6. Limitations and Open Problems

Current persistent homology priors face several limitations:

Computational cost in high-dimensional settings, particularly in evaluating hierarchically weighted or high-dimensional persistence diagrams (Yang et al., 30 Dec 2025).
Choice of kernel, scale, and regularization parameters in regularization-based approaches remains application-specific and often requires manual tuning or hierarchical selection (Corcoran et al., 2020, Yang et al., 30 Dec 2025).
Theoretical gaps: Uniqueness, stability, and convergence of solutions under persistent homology regularization are generally assumed or supported by heuristics, but not formally proven in generic settings (Corcoran et al., 2020).
Extension to higher-order, vector-valued, or space-time structured data requires more complex filtrations and may incur prohibitive computational demands (Yang et al., 30 Dec 2025).
Integration with deep architectures: While pipeline concepts exist, systematic methods to jointly learn persistent homology priors and task-specific parameters with guaranteed scalability are in early stages (Clough et al., 2019, Corcoran et al., 2020).

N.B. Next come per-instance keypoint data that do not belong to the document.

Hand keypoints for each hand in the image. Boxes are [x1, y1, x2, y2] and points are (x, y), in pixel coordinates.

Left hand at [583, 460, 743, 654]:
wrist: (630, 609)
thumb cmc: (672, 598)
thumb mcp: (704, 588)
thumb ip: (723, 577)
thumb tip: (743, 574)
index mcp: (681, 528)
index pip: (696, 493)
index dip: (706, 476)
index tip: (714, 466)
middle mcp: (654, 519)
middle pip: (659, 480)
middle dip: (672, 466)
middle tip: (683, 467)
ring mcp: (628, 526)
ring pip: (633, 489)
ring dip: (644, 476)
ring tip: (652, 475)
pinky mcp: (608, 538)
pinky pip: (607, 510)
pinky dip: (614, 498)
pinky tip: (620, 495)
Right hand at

Potential extensions include adaptive group-priors (spectral, graph-based), application to high-dimensional coefficient fields (e.g., PDE inversion), coupling with optimal transport in function-space priors, and synergistic integration with deep generative models or differentiable topology layers.

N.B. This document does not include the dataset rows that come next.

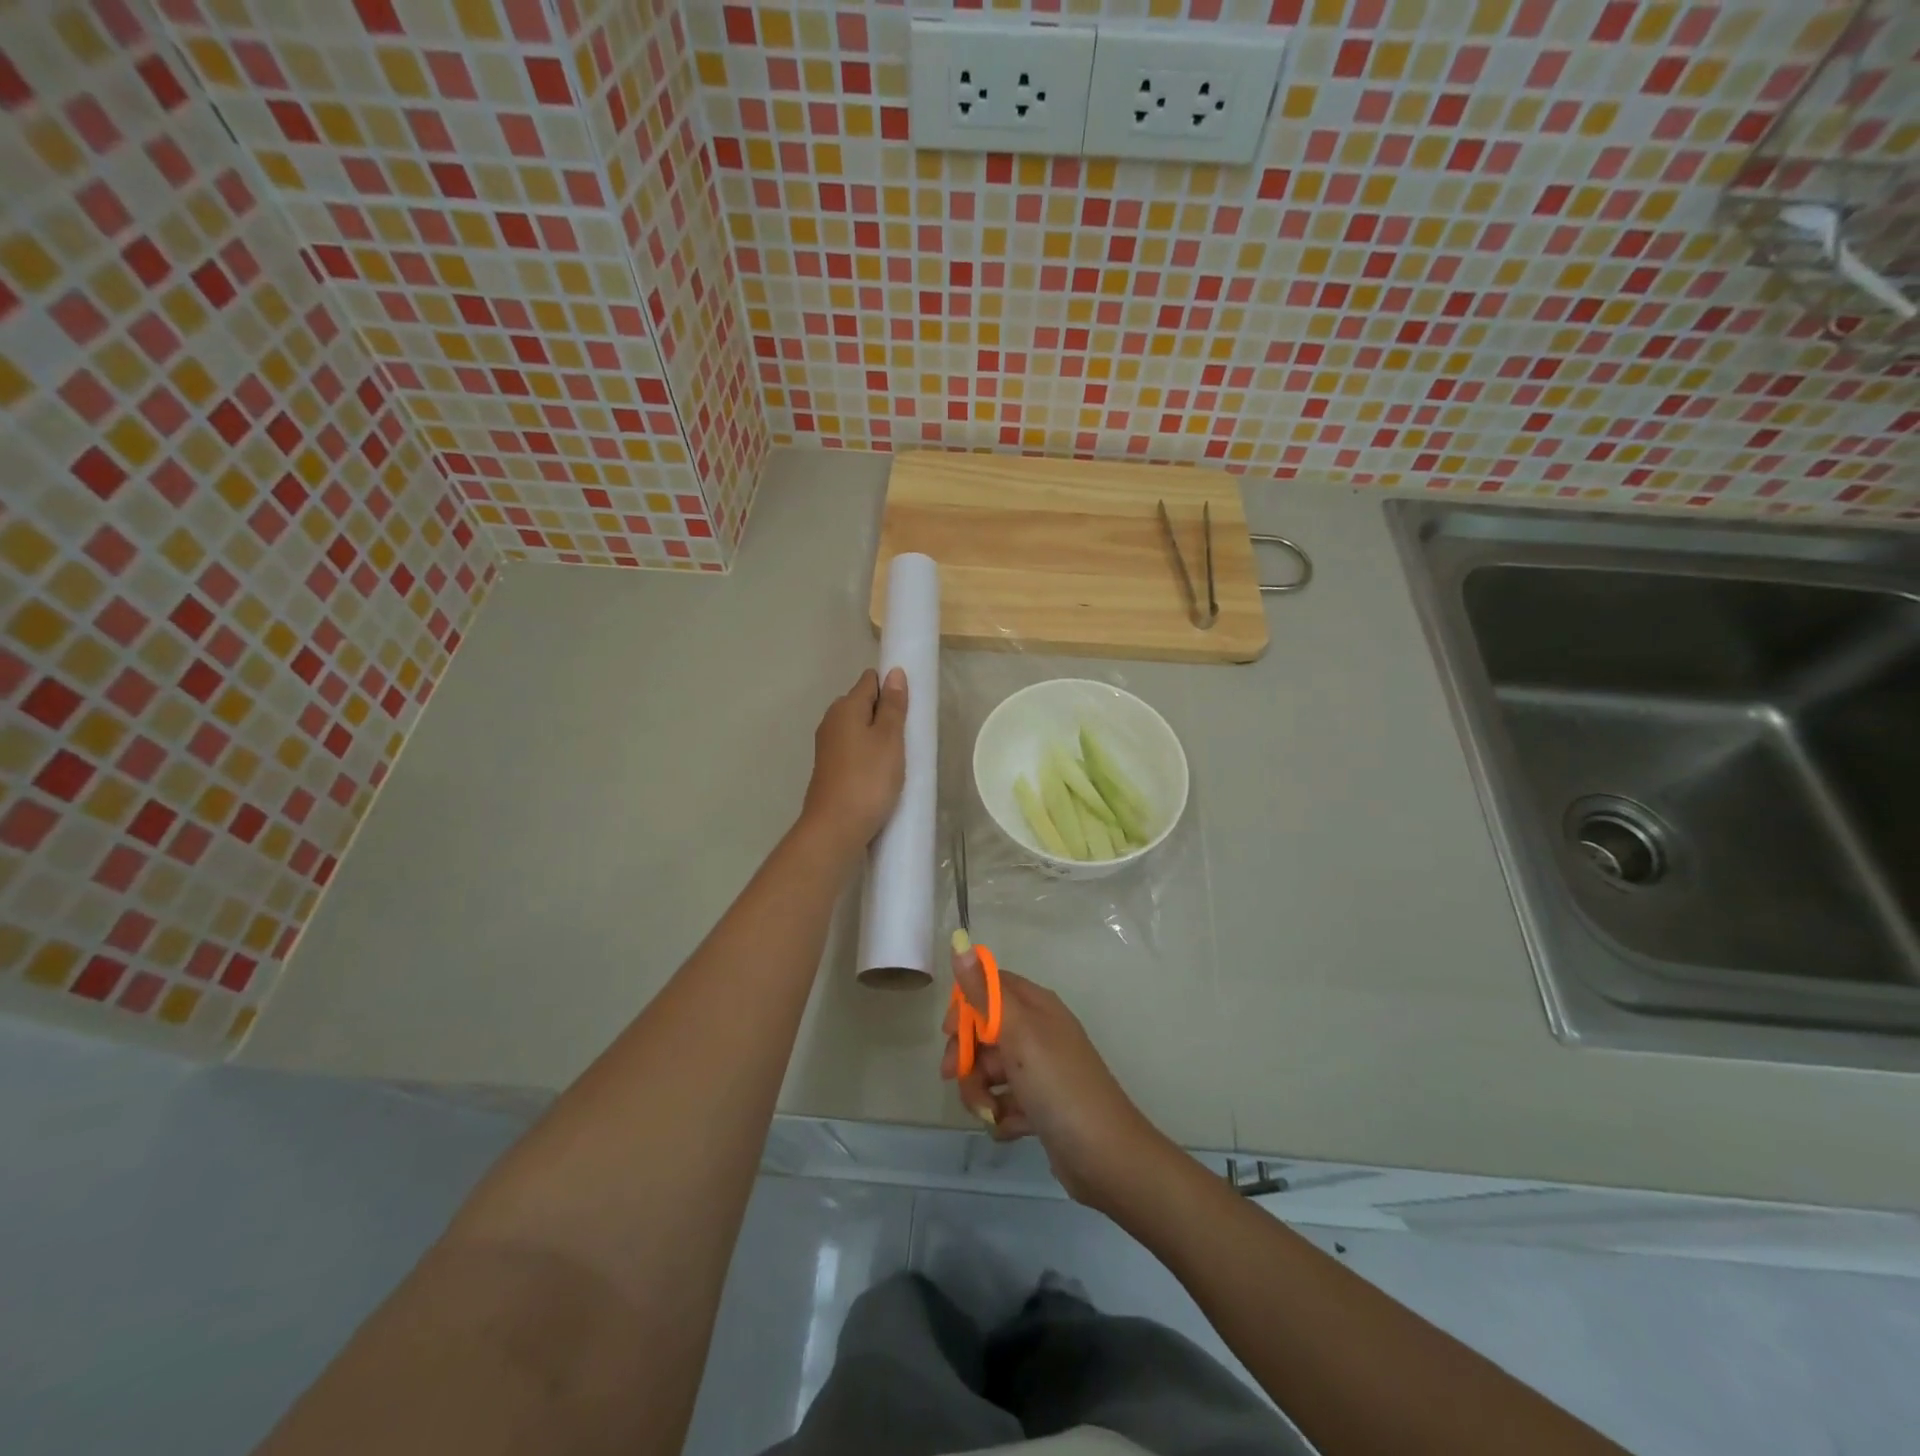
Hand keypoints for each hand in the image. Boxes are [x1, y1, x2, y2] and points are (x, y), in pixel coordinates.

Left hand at [799, 668, 907, 856]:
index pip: (870, 681)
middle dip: (885, 713)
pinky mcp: (830, 769)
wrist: (835, 829)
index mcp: (845, 707)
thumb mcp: (889, 739)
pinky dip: (869, 755)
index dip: (891, 687)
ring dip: (878, 737)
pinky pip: (854, 750)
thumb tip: (894, 672)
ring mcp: (828, 747)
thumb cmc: (868, 779)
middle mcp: (832, 721)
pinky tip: (882, 773)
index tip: (911, 706)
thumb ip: (893, 706)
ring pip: (859, 729)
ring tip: (900, 756)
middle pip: (863, 705)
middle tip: (909, 734)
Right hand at [941, 947, 1170, 1209]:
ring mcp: (1041, 1071)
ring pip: (991, 1071)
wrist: (1105, 1156)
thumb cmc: (1058, 1085)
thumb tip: (960, 940)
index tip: (949, 1031)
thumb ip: (984, 991)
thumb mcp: (1018, 1032)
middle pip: (985, 1032)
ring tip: (989, 1112)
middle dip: (966, 1056)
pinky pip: (1006, 1102)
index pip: (991, 987)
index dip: (965, 1006)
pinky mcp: (1041, 1106)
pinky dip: (1002, 1115)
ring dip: (980, 1092)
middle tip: (954, 1076)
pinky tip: (1010, 1128)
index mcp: (1036, 1007)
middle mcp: (1039, 1033)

7. Representative Applications and Impact

Persistent homology priors have demonstrated practical benefits in:

Materials science: Classification of crystal structures with Poisson/Gaussian-mixture priors on persistence diagrams, achieving near-perfect discrimination (Maroulas et al., 2019).
Medical image segmentation: Enforcing Betti-number priors in cardiac MRI segmentation improves topological correctness of automated masks (Clough et al., 2019).
Mesh inverse problems: Maintaining non-trivial genus and cavity structure in shape reconstruction, outperforming geometric-only baselines (Gao et al., 17 Jan 2026).
PDE coefficient inference: Enhanced recovery of discontinuous or topologically complex signals from indirect data, outperforming Gaussian and TV priors (Yang et al., 30 Dec 2025).
Neuroscience and population analysis: Bayesian and graphical model-based priors facilitate interpretable localization of topological variation in brain connectivity studies (Wu et al., 15 Nov 2025).
Computational chemistry and molecular design: Quantitative prediction of curvature energies for fullerene isomers via objective-oriented flow-based persistent homology (Wang et al., 2014).

These applications highlight the critical role of persistent homology priors in enforcing robust, interpretable, and domain-specific topological structure in complex inference and optimization pipelines.